We are determined that our readers shall have line upon line and precept upon precept. Ours is only one humble voice; but such as it is, we give it freely to our country, and to the cause of humanity. That honesty is the best policy, we all profess to believe, though our practice may often contradict the proverb. The present policy of our Government is evidently to put down the slaveholding rebellion, and at the same time protect and preserve slavery. This policy hangs like a mill-stone about the neck of our people. It carries disorder to the very sources of our national activities. Weakness, faint heartedness and inefficiency is the, natural result. The mental and moral machinery of mankind cannot long withstand such disorder without serious damage. This policy offends reason, wounds the sensibilities, and shocks the moral sentiments of men. It forces upon us inconsequent conclusions and painful contradictions, while the plain path of duty is obscured and thronged with multiplying difficulties. Let us look this slavery-preserving policy squarely in the face, and search it thoroughly.

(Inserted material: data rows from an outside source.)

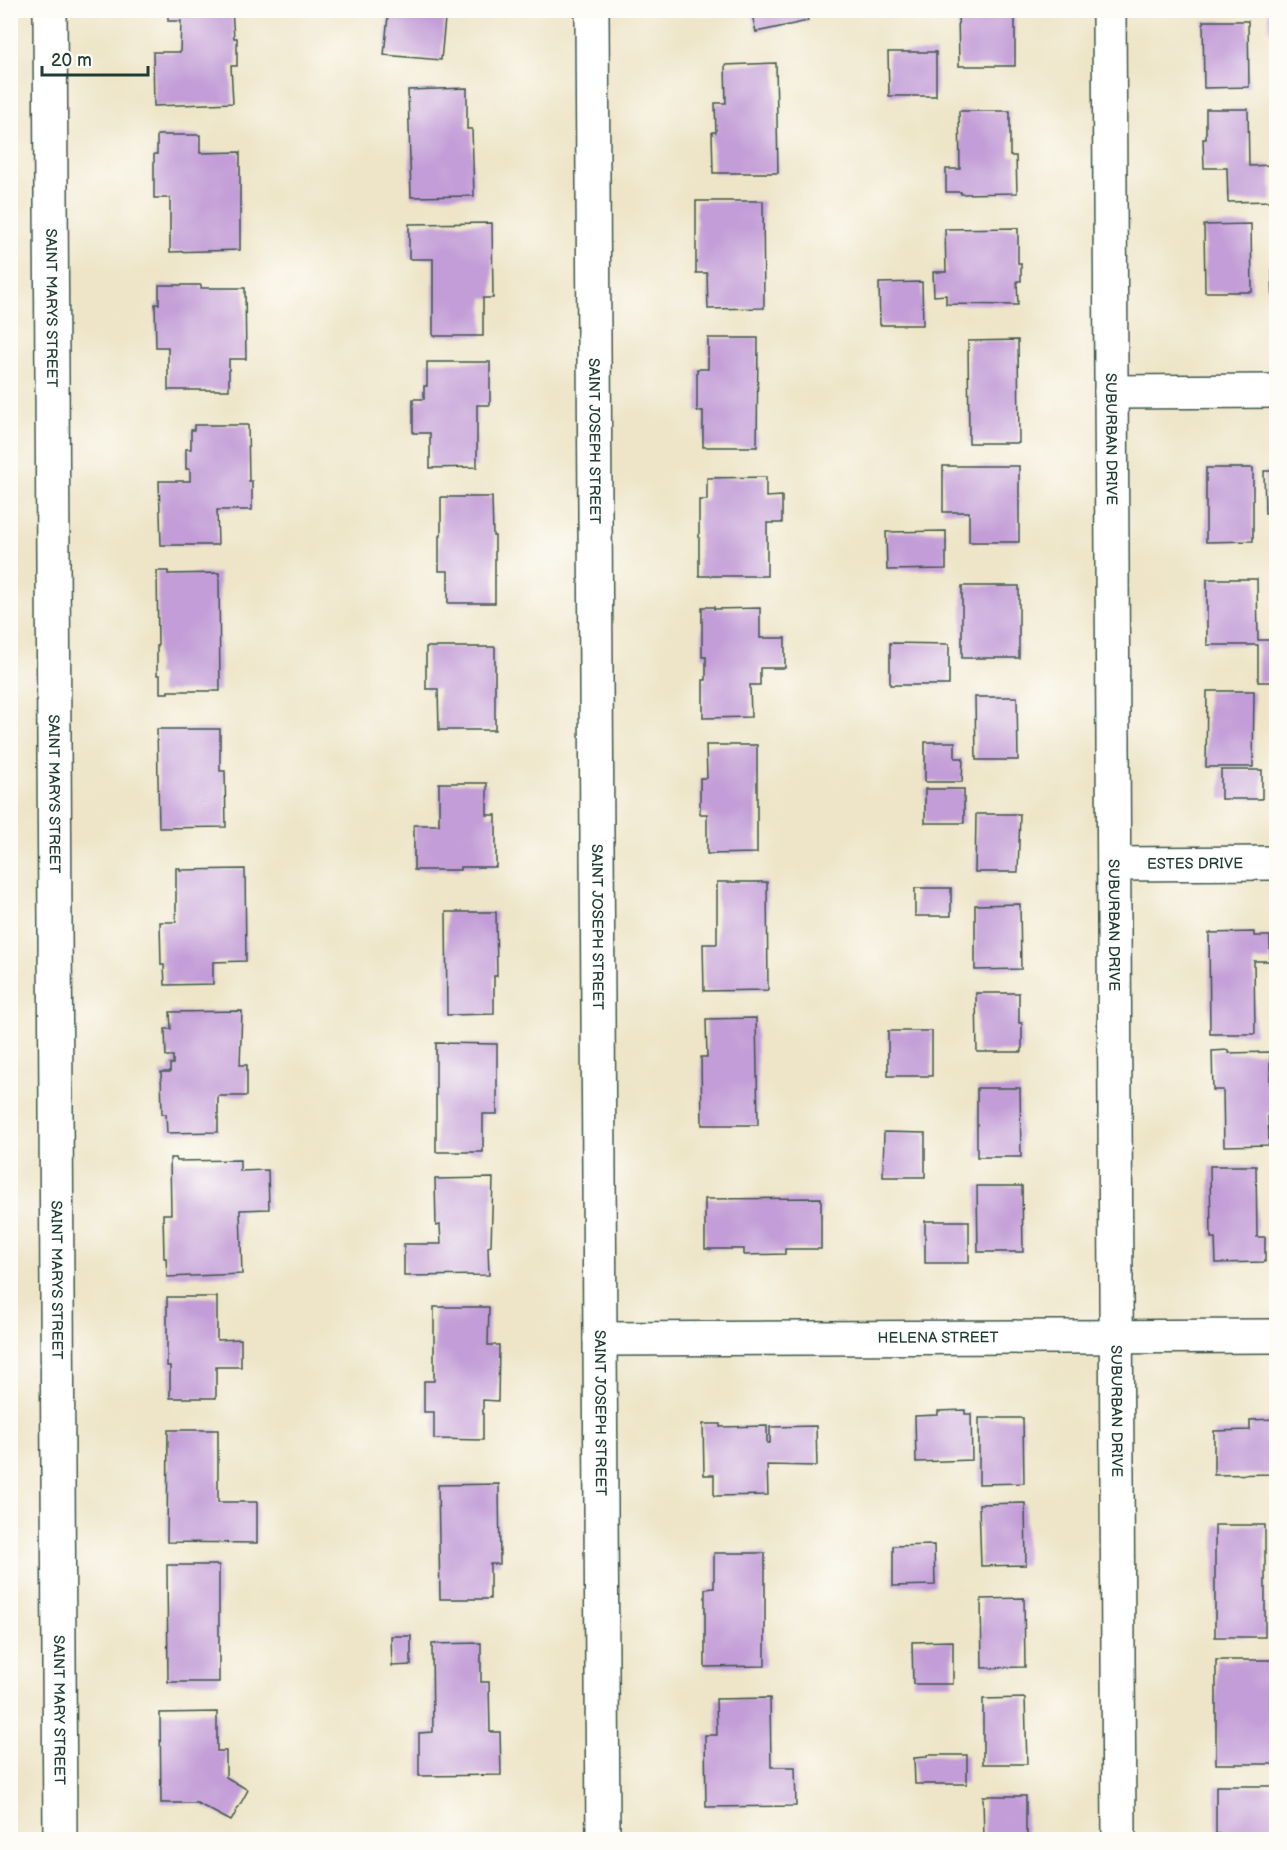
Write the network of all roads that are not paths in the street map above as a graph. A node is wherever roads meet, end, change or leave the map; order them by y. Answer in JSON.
{"nodes":[{"id":1,"x":50,"y":10,"type":"edge"},
{"id":2,"x":1109,"y":10,"type":"edge"},
{"id":3,"x":592,"y":13,"type":"dead end"},
{"id":4,"x":1276,"y":391,"type":"edge"},
{"id":5,"x":1111,"y":392,"type":"junction"},
{"id":6,"x":1276,"y":863,"type":"edge"},
{"id":7,"x":1114,"y":864,"type":"junction"},
{"id":8,"x":1116,"y":1336,"type":"junction"},
{"id":9,"x":1276,"y":1336,"type":"edge"},
{"id":10,"x":600,"y":1339,"type":"junction"},
{"id":11,"x":59,"y":1579,"type":"joint"},
{"id":12,"x":60,"y":1839,"type":"edge"},
{"id":13,"x":603,"y":1839,"type":"edge"},
{"id":14,"x":1119,"y":1839,"type":"edge"}],
"edges":[{"from":1,"to":11,"type":"street","name":"SAINT MARYS STREET"},
{"from":2,"to":5,"type":"street","name":"SUBURBAN DRIVE"},
{"from":3,"to":10,"type":"street","name":"SAINT JOSEPH STREET"},
{"from":4,"to":5,"type":"street"},
{"from":5,"to":7,"type":"street","name":"SUBURBAN DRIVE"},
{"from":6,"to":7,"type":"street","name":"ESTES DRIVE"},
{"from":7,"to":8,"type":"street","name":"SUBURBAN DRIVE"},
{"from":8,"to":9,"type":"street","name":"HELENA STREET"},
{"from":8,"to":10,"type":"street","name":"HELENA STREET"},
{"from":8,"to":14,"type":"street","name":"SUBURBAN DRIVE"},
{"from":10,"to":13,"type":"street","name":"SAINT JOSEPH STREET"},
{"from":11,"to":12,"type":"street","name":"SAINT MARY STREET"}]}
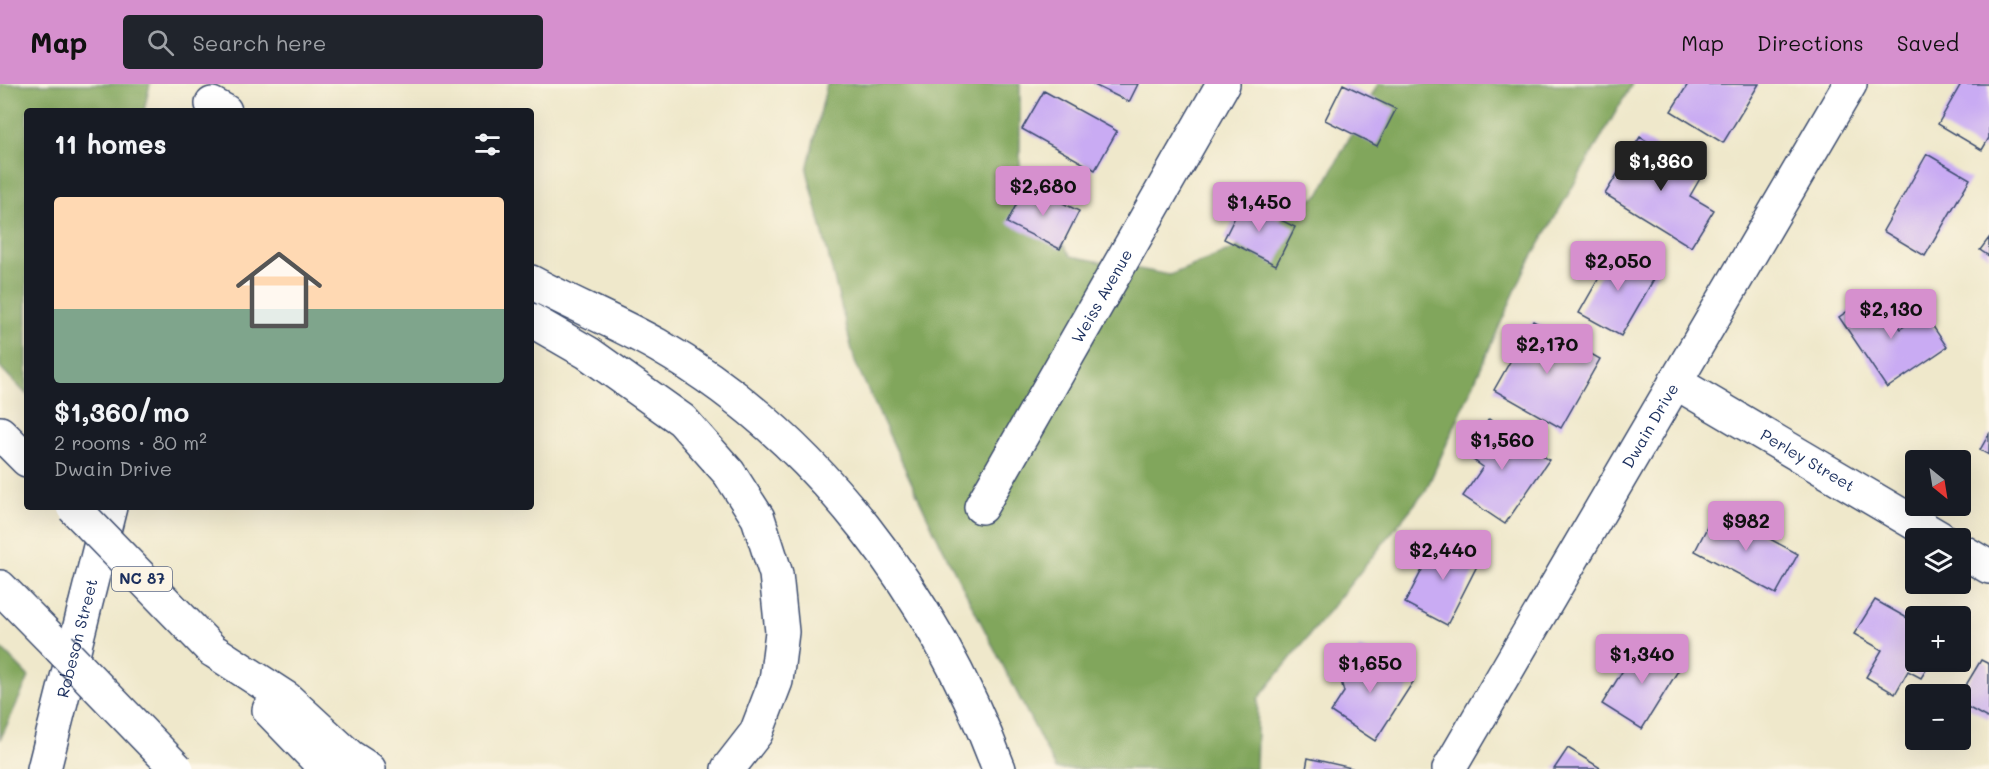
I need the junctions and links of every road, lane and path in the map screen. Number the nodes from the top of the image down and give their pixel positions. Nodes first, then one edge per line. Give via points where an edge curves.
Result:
1 (1223, 84) edge
2 (1850, 84) edge
3 (534, 284) edge
4 (534, 322) edge
5 (1675, 382) junction
6 (0, 433) edge
7 (24, 457) edge
8 (981, 507) dead end
9 (76, 510) edge
10 (109, 510) edge
11 (1923, 528) edge
12 (1971, 556) edge
13 (1989, 567) edge
14 (0, 586) edge
15 (212, 650) junction
16 (44, 769) edge
17 (177, 769) edge
18 (326, 769) edge
19 (369, 769) edge
20 (728, 769) edge
21 (999, 769) edge
22 (1449, 769) edge

1 - 8 main road, Weiss Avenue
2 - 5 main road, Dwain Drive
3 - 21 main road via 657,345 770,427 818,476 871,535 914,594 950,660
4 - 20 main road via 588,353 682,420 729,473 758,518 776,574 782,632 776,681 756,733
5 - 11 main road, Perley Street
5 - 22 main road, Dwain Drive
6 - 7 main road
9 - 15 main road, NC 87, bridge
10 - 16 main road, Robeson Street
12 - 13 main road
14 - 17 main road, bridge
15 - 18 main road, NC 87
15 - 19 main road via 286,698 349,756

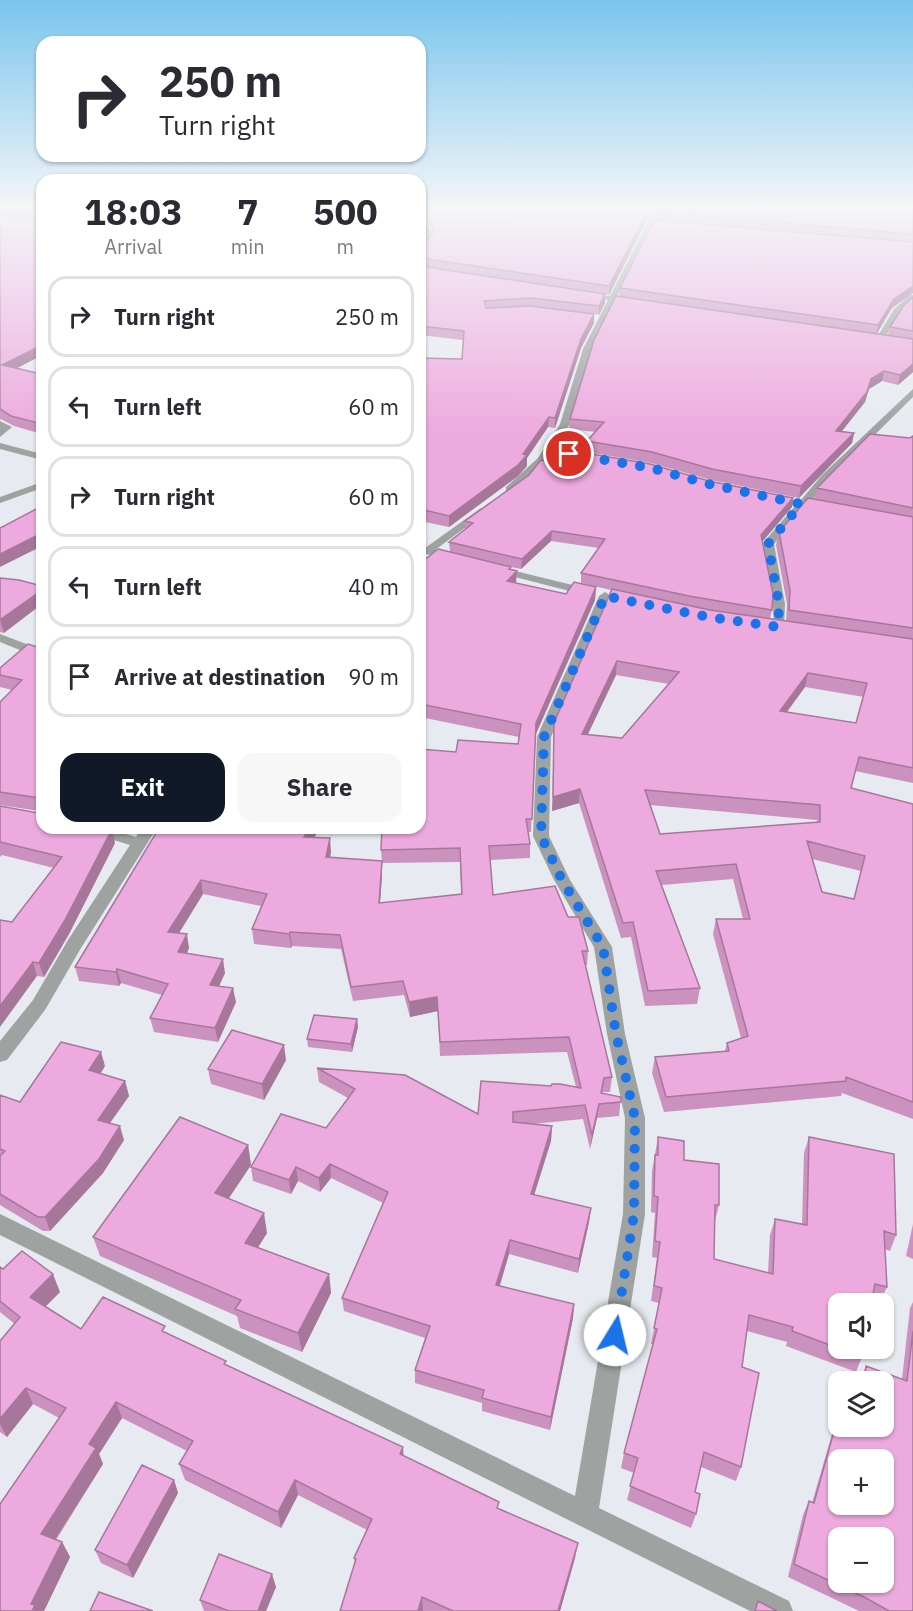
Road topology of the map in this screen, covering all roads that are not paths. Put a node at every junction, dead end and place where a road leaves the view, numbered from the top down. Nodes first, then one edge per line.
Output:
1 (619, 283) edge
2 (582, 294) edge
3 (913, 297) edge
4 (611, 298) junction
5 (645, 304) edge
6 (590, 318) edge
7 (601, 319) junction
8 (870, 338) edge
9 (880, 339) junction
10 (891, 341) edge
11 (913, 392) edge
12 (0, 424) edge
13 (0, 434) edge
14 (0, 446) edge
15 (548, 451) junction
16 (36, 455) edge
17 (606, 460) edge
18 (36, 487) edge
19 (504, 494) edge
20 (766, 497) edge
21 (0, 500) edge
22 (801, 504) junction
23 (485, 507) edge
24 (834, 511) edge
25 (426, 549) edge
26 (426, 552) edge
27 (459, 560) edge
28 (482, 566) edge
29 (778, 628) edge
30 (0, 638) edge
31 (36, 653) edge
32 (109, 834) edge
33 (145, 834) edge
34 (139, 843) junction
35 (0, 1055) edge
36 (0, 1224) edge
37 (585, 1516) junction
38 (779, 1611) edge

1 - 4 street
2 - 4 street
3 - 9 street
4 - 5 street
4 - 7 street
6 - 7 street
7 - 15 street
8 - 9 street
9 - 10 street
11 - 22 street
12 - 13 street
14 - 16 street
15 - 17 street
15 - 19 street
18 - 21 street
20 - 22 street
22 - 24 street
22 - 29 street
23 - 25 street
26 - 27 street
28 - 37 street
30 - 31 street
32 - 34 street
33 - 34 street
34 - 35 street
36 - 37 street
37 - 38 street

Can the friends of that policy tell us why this should not be an abolition war? Is not abolition plainly forced upon the nation as a necessity of national existence? Are not the rebels determined to make the war on their part a war for the utter destruction of liberty and the cow plete mastery of slavery over every other right and interest in the land? .--And is not an abolition war on our part the natural and logical answer to be made to the rebels? We all know it is. But it is said that for the Government to adopt the abolition policy, would involve the loss of the support of the Union men of the Border Slave States. Grant it, and what is such friendship worth? We are stronger without than with such friendship. It arms the enemy, while it disarms its friends. The fact is indisputable, that so long as slavery is respected and protected by our Government, the slaveholders can carry on the rebellion, and no longer.— Slavery is the stomach of the rebellion. The bread that feeds the rebel army, the cotton that clothes them, and the money that arms them and keeps them supplied with powder and bullets, come from the slaves, who, if consulted as to the use which should be made of their hard earnings, would say, give it to the bottom of the sea rather than do with it this mischief. Strike here, cut off the connection between the fighting master and the working slave, and you at once put an end to this rebellion, because you destroy that which feeds, clothes and arms it. Shall this not be done, because we shall offend the Union men in the Border States?

But we have good reasons for believing that it would not offend them. The great mass of Union men in all those Border States are intelligently so. They are men who set a higher value upon the Union than upon slavery. In many instances, they recognize slavery as the thing of all others the most degrading to labor and oppressive towards them. They dare not say so now; but let the Government say the word, and even they would unite in sending the vile thing to its grave, and rejoice at the opportunity. Such of them as love slavery better than their country are not now, and have never been, friends of the Union. They belong to the detestable class who do the work of enemies in the garb of friendship, and it would be a real gain to get rid of them. Then look at slavery itself—what good thing has it done that it should be allowed to survive a rebellion of its own creation? Why should the nation pour out its blood and lavish its treasure by the million, consent to protect and preserve the guilty cause of all its troubles? The answer returned to these questions is, that the Constitution does not allow the exercise of such Power. As if this were a time to talk of constitutional power! When a man is well, it would be mayhem to cut off his arm. It would be unconstitutional to do so. But if the arm were shattered and mortifying, it would be quite unconstitutional and criminal not to cut it off. The cause is precisely so with Governments. The grand object, end and aim of Government is the preservation of society, and from nothing worse than anarchy. When Governments, through the ordinary channels of civil law' are unable to secure this end, they are thrown back upon military law, and for the time may set aside the civil law precisely to the extent which it may be necessary to do so in order to accomplish the grand object for which Governments are instituted among men. The power, therefore, to abolish slavery is within the objects sought by the Constitution. But if every letter and syllable of the Constitution were a prohibition of abolition, yet if the life of the nation required it, we should be bound by the Constitution to abolish it, because there can be no interest superior to existence and preservation.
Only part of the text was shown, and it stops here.